Busy days for Italian oil and gas giant Eni ranging from good to not so good news.
Eni is a second-tier supermajor with 1.9 boe/d oil and gas production and assets worldwide. Three parallel developments have characterized the last few days: new fossil investment, renewable plans and fossil heritage.
Billions for Norway and the Barent Sea: Vår Energi (68.6% ENI-owned) acquires ExxonMobil´s upstream assets in Norway for $4.5 billion. The deal comprises 150.000 boe/d production effectively doubling Eni´s equity production. Eni is now the second-largest oil and gas producer in Norway after state-owned Equinor (Statoil).
ExxonMobil, like other supermajors such as Chevron and ConocoPhillips, is disposing of non-core assets to raise cash and reduce risk. US supermajors are moving capital closer to home to invest in US shale basins, or in global LNG assets.
Eni has entered a far-reaching agreement with global renewables developer MainstreamRP to develop large-scale RE projects in the UK (offshore wind), Asia and Africa. The move mimics similar investments by oil majors.
Eni targets a 1.6GW renewable generation capacity by 2022 and 5 GW by 2025. In the same line: Eni´s JV with General Electric (ArmWind) recently won a 48MW wind auction in Kasachstan.
On a less positive note, Eni´s CEO Descalzi has come under investigation in the Congo and in Italy.

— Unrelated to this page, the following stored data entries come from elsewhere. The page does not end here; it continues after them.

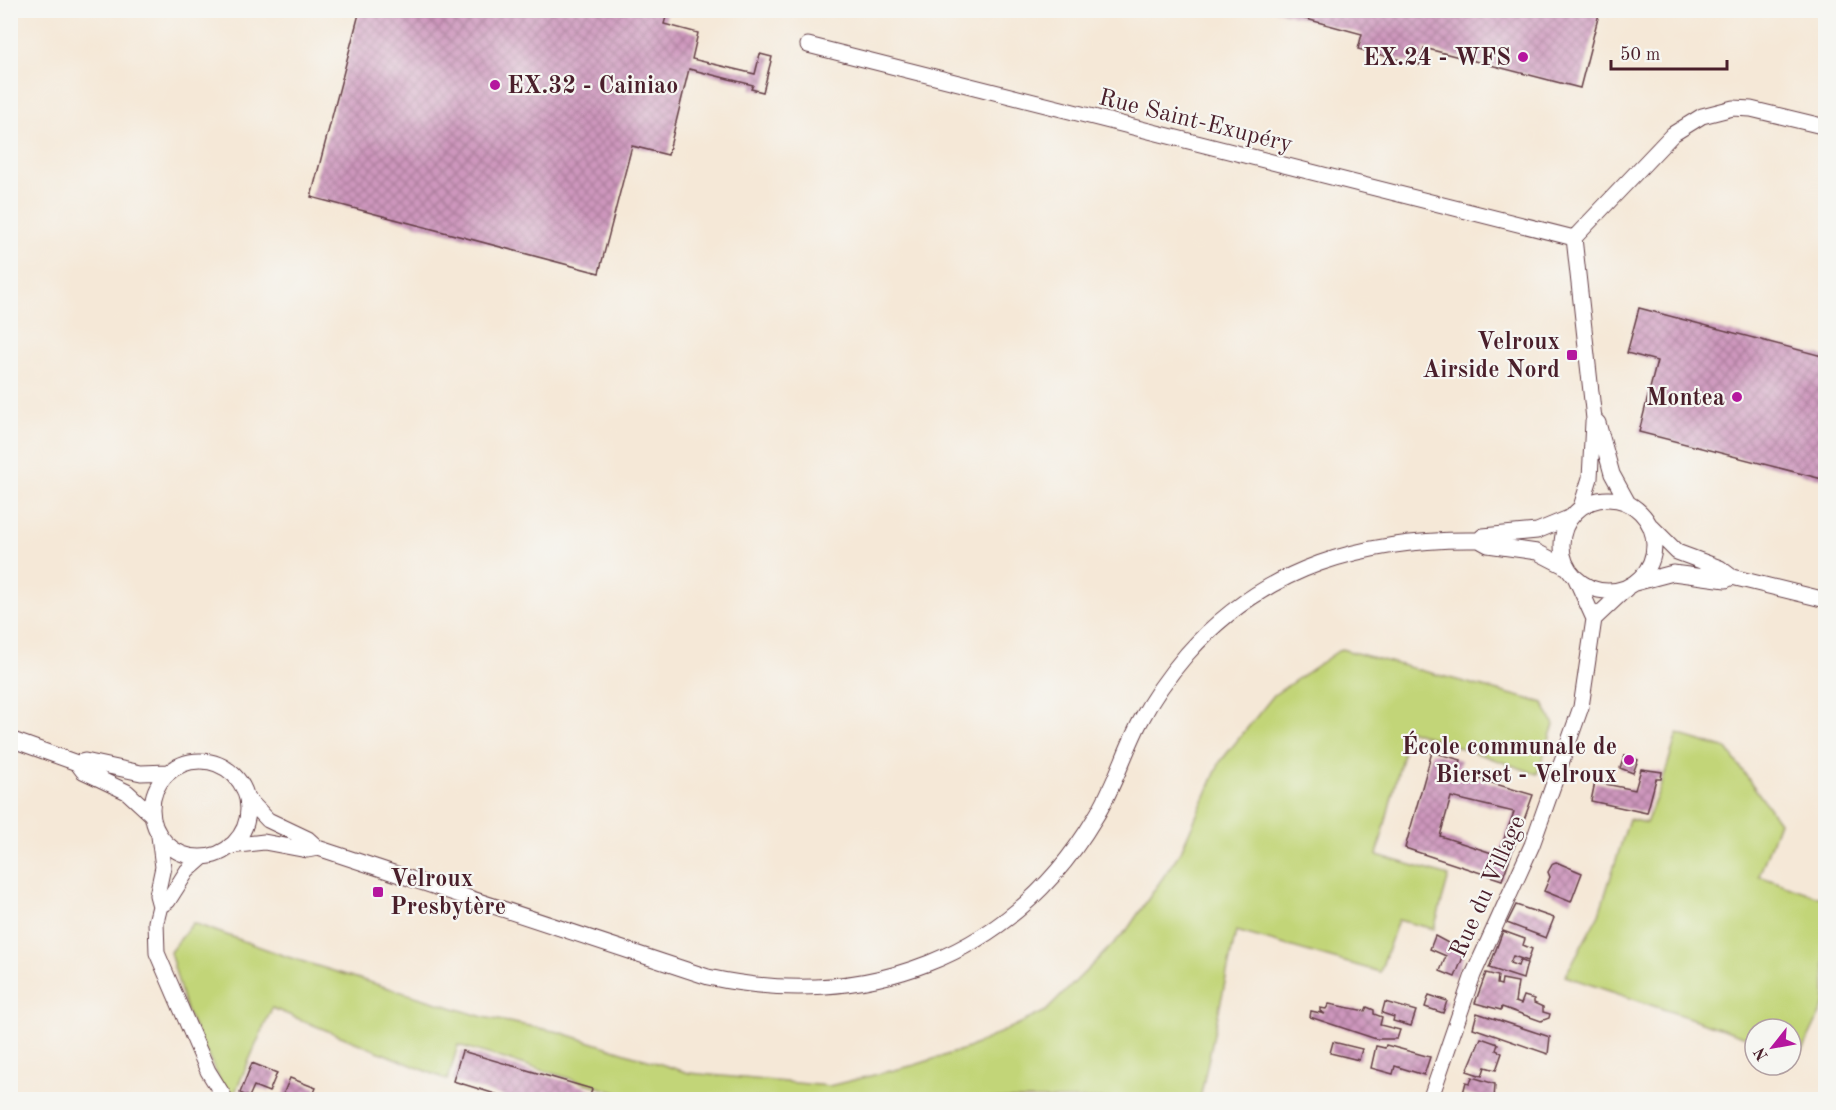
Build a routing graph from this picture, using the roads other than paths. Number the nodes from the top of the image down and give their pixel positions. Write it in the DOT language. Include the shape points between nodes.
graph roads {
  1 [pos="808,45"];
  2 [pos="1826,127"];
  3 [pos="1574,238"];
  4 [pos="1594,419"];
  5 [pos="1628,503"];
  6 [pos="1576,512"];
  7 [pos="1649,524"];
  8 [pos="1479,540"];
  9 [pos="1572,574"];
  10 [pos="1732,577"];
  11 [pos="1631,585"];
  12 [pos="1826,600"];
  13 [pos="1594,619"];
  14 [pos="10,739"];
  15 [pos="78,763"];
  16 [pos="168,772"];
  17 [pos="247,798"];
  18 [pos="152,815"];
  19 [pos="159,835"];
  20 [pos="230,846"];
  21 [pos="318,848"];
  22 [pos="203,857"];
  23 [pos="160,906"];
  24 [pos="226,1100"];
  25 [pos="1430,1100"];
  1 -- 3 [label="street, Rue Saint-Exupéry"];
  2 -- 3 [label="street" via="1751,109 1733,108 1702,116 1673,134"];
  3 -- 4 [label="street"];
  4 -- 5 [label="street" via="1615,483"];
  4 -- 6 [label="street" via="1590,478"];
  5 -- 6 [label="street" via="1594,501"];
  5 -- 7 [label="street"];
  6 -- 8 [label="street" via="1537,531 1483,536"];
  6 -- 9 [label="street" via="1564,530 1562,544"];
  7 -- 10 [label="street" via="1677,552 1720,568"];
  7 -- 11 [label="street" via="1653,537 1651,563"];
  8 -- 9 [label="street" via="1488,545 1537,552"];
  8 -- 21 [label="street" via="1414,540 1337,556 1295,573 1236,609 1189,652 1162,687 1140,721 1097,816 1043,886 1007,918 967,944 918,968 884,978 846,985 786,988 708,977"];
  9 -- 11 [label="street" via="1601,591"];
  9 -- 13 [label="street"];
  10 -- 11 [label="street" via="1726,580 1673,573"];
  10 -- 12 [label="street"];
  11 -- 13 [label="street"];
  13 -- 25 [label="street, Rue du Village" via="1581,707 1568,747 1532,845 1473,975"];
  14 -- 15 [label="street"];
  15 -- 16 [label="street" via="85,761 141,773"];
  15 -- 18 [label="street" via="83,771 134,797"];
  16 -- 17 [label="street" via="186,762 217,763 236,777"];
  16 -- 18 [label="street" via="153,793"];
  17 -- 20 [label="street" via="246,824"];
  17 -- 21 [label="street" via="268,820"];
  18 -- 19 [label="street"];
  19 -- 22 [label="street" via="178,852"];
  19 -- 23 [label="street"];
  20 -- 21 [label="street" via="264,842 308,850"];
  20 -- 22 [label="street"];
  22 -- 23 [label="street"];
  23 -- 24 [label="street" via="155,936 161,968 208,1071"];
}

Allegedly he did not close that an Eni business partner (Petroservice) is run by his wife. In addition, there are broader allegations of corruption in the Congo. Also, Eni is a defendant in a multi-billion corruption trial in Nigeria. Eni denies any wrongdoing.

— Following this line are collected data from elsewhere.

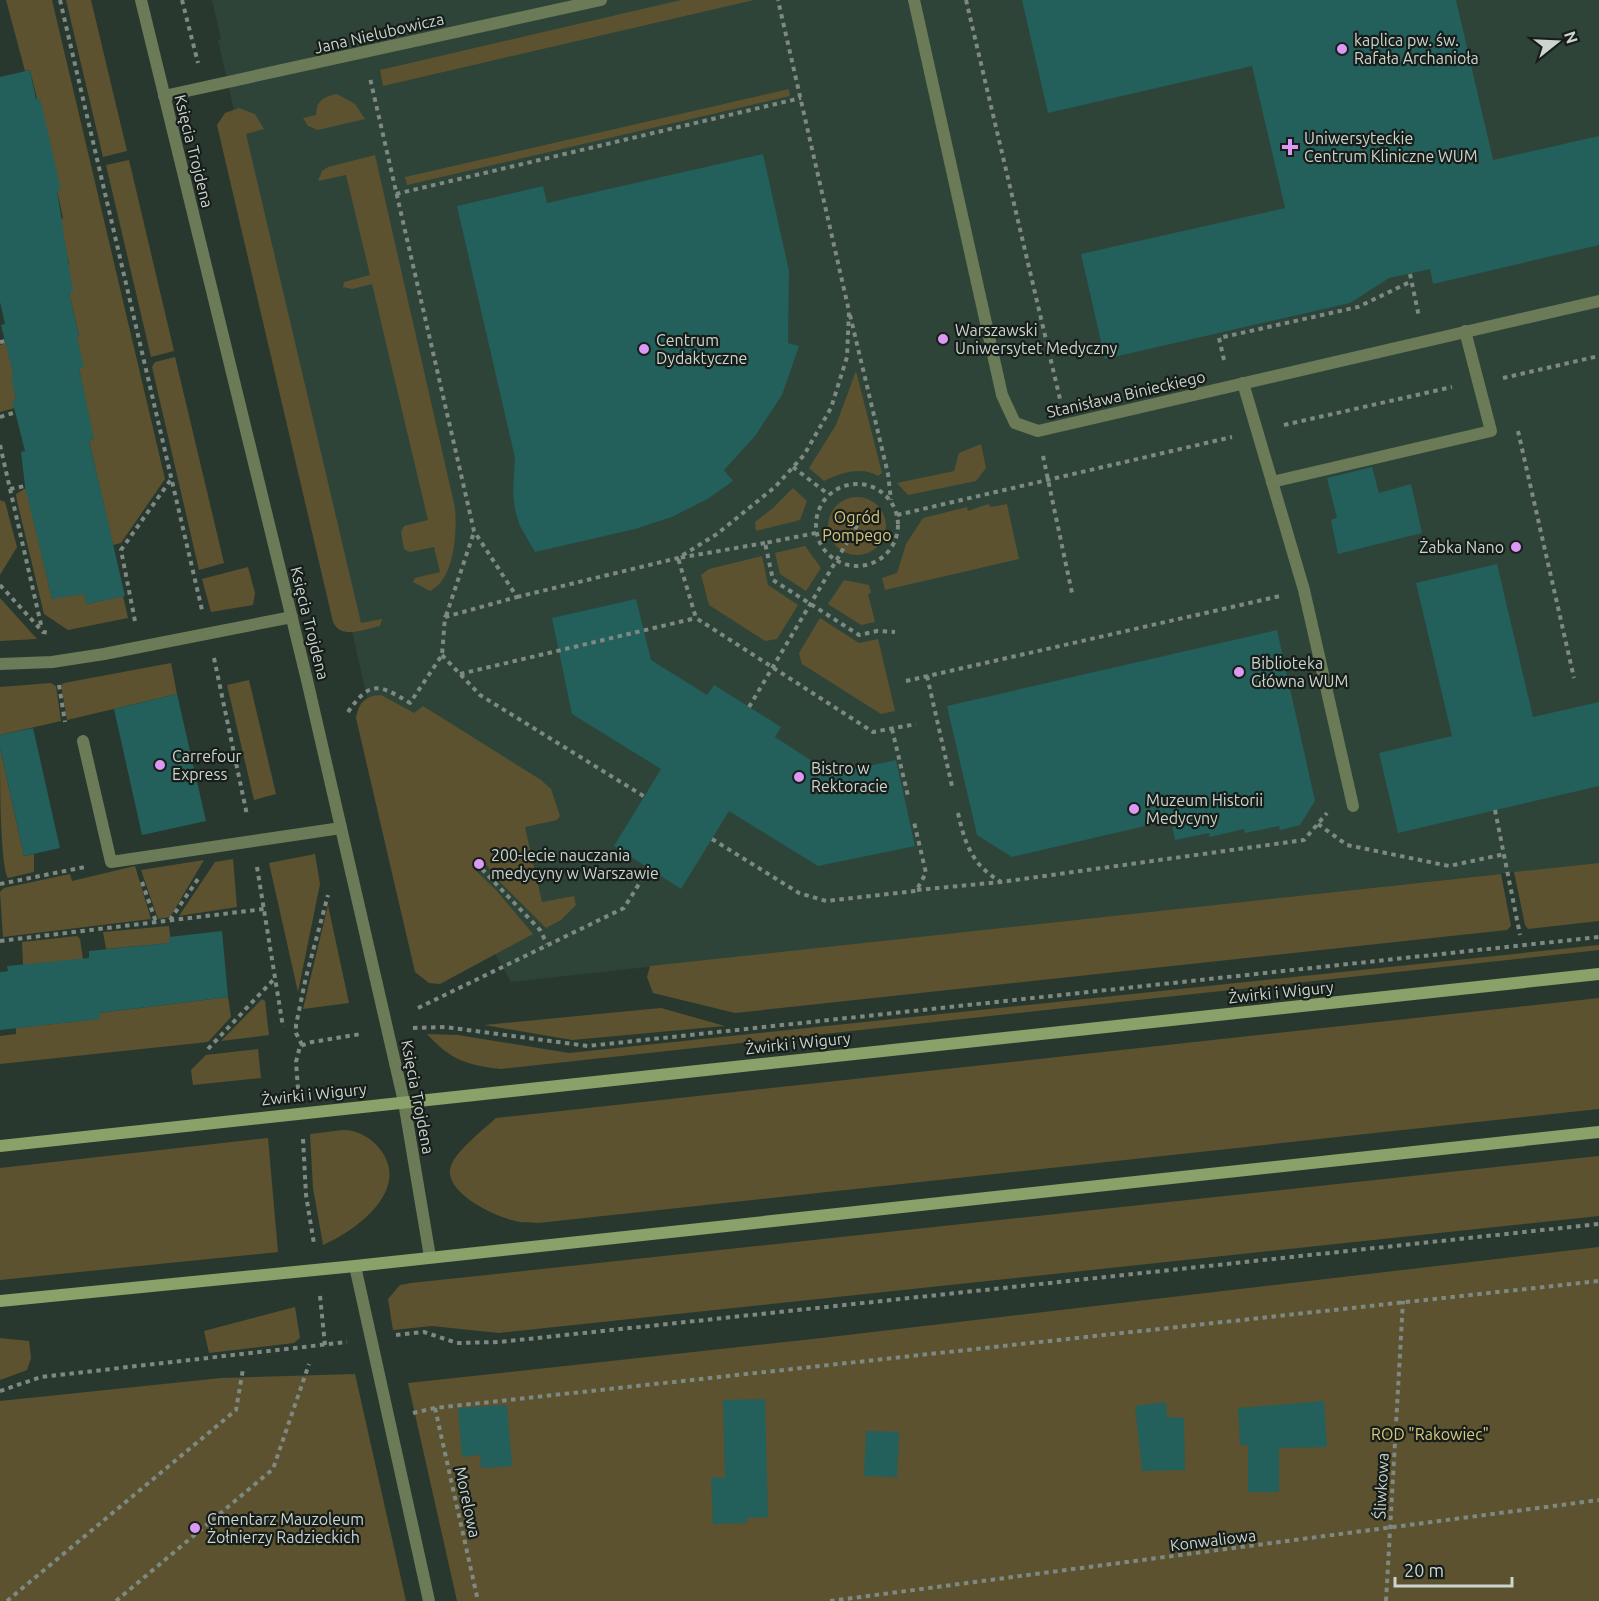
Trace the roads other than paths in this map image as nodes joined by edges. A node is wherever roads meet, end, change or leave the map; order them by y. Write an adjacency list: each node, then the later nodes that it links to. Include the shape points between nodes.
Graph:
1 (141, 0): 4 (street, Księcia Trojdena)
2 (602, 0): 4 (street, Jana Nielubowicza)
3 (914, 0): 7 (street, Stanisława Binieckiego, via 1002,395 1014,423 1038,431)
4 (164, 96): 9 (street, Księcia Trojdena)
5 (1599, 301): 6 (street, Stanisława Binieckiego)
6 (1465, 331): 7 (street, Stanisława Binieckiego); 8 (street, via 1491,432)
7 (1243, 383): 8 (street)
8 (1272, 482): 12 (street, via 1304,590)
9 (292, 616): 10 (street, via 104,654); 13 (street, Księcia Trojdena)
10 (0, 664)
11 (83, 741): 13 (street, via 111,862)
12 (1353, 806)
13 (340, 828): 15 (street, Księcia Trojdena)
14 (1599, 974): 15 (main road, Żwirki i Wigury)
15 (404, 1102): 17 (main road, Żwirki i Wigury); 18 (street, Księcia Trojdena)
16 (1599, 1132): 18 (main road)
17 (0, 1146)
18 (430, 1257): 19 (main road)
19 (355, 1266): 20 (main road); 21 (street)
20 (0, 1301)
21 (429, 1601)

High risk has been a familiar and, given the competition with much larger US and British/Dutch peers, almost inevitable concept for Eni (ex Agip) throughout its history: Starting from early groundbreaking arrangements with OPEC countries and Moscow in the 1960s, to high-risk field developments in Kasachstan (Kashagan) and very close links to Libya. Eni has been a dominant player in war-torn Libya since the 1960s producing almost half of its oil and gas. Libya today accounts for 15% of Eni´s total oil/gas production.
Today´s investment in Norway and in low-risk renewable alliances may be seen as a move to counter-balance other high-risk involvements across the globe.
This would be in line with strategies of many of Eni´s peers. Facing a low-price environment in oil and gas markets and fossil divestment demands in Italy, further steps may follow.